• _What is being asked_
Nothing should be omitted: restate the full listing word for word.

• _Records provided_
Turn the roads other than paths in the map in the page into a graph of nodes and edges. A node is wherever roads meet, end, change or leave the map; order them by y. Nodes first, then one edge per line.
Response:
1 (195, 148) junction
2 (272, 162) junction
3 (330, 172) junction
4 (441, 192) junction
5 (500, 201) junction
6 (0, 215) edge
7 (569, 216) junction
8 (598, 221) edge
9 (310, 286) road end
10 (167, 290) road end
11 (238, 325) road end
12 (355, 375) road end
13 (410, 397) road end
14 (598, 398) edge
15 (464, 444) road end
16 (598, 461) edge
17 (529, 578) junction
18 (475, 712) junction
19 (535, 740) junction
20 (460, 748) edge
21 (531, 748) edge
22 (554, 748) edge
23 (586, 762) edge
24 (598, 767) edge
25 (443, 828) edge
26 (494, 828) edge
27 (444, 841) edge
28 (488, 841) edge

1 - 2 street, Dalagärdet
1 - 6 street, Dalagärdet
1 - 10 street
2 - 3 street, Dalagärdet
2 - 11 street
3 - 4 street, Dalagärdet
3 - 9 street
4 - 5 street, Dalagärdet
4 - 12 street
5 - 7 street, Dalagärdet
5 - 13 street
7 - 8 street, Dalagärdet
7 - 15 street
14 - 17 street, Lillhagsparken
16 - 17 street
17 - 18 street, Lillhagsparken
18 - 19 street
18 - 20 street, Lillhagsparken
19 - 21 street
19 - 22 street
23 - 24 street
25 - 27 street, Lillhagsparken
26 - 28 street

• _Final answer_
Turn the roads other than paths in the map in the page into a graph of nodes and edges. A node is wherever roads meet, end, change or leave the map; order them by y. Nodes first, then one edge per line.
Response:
1 (195, 148) junction
2 (272, 162) junction
3 (330, 172) junction
4 (441, 192) junction
5 (500, 201) junction
6 (0, 215) edge
7 (569, 216) junction
8 (598, 221) edge
9 (310, 286) road end
10 (167, 290) road end
11 (238, 325) road end
12 (355, 375) road end
13 (410, 397) road end
14 (598, 398) edge
15 (464, 444) road end
16 (598, 461) edge
17 (529, 578) junction
18 (475, 712) junction
19 (535, 740) junction
20 (460, 748) edge
21 (531, 748) edge
22 (554, 748) edge
23 (586, 762) edge
24 (598, 767) edge
25 (443, 828) edge
26 (494, 828) edge
27 (444, 841) edge
28 (488, 841) edge

1 - 2 street, Dalagärdet
1 - 6 street, Dalagärdet
1 - 10 street
2 - 3 street, Dalagärdet
2 - 11 street
3 - 4 street, Dalagärdet
3 - 9 street
4 - 5 street, Dalagärdet
4 - 12 street
5 - 7 street, Dalagärdet
5 - 13 street
7 - 8 street, Dalagärdet
7 - 15 street
14 - 17 street, Lillhagsparken
16 - 17 street
17 - 18 street, Lillhagsparken
18 - 19 street
18 - 20 street, Lillhagsparken
19 - 21 street
19 - 22 street
23 - 24 street
25 - 27 street, Lillhagsparken
26 - 28 street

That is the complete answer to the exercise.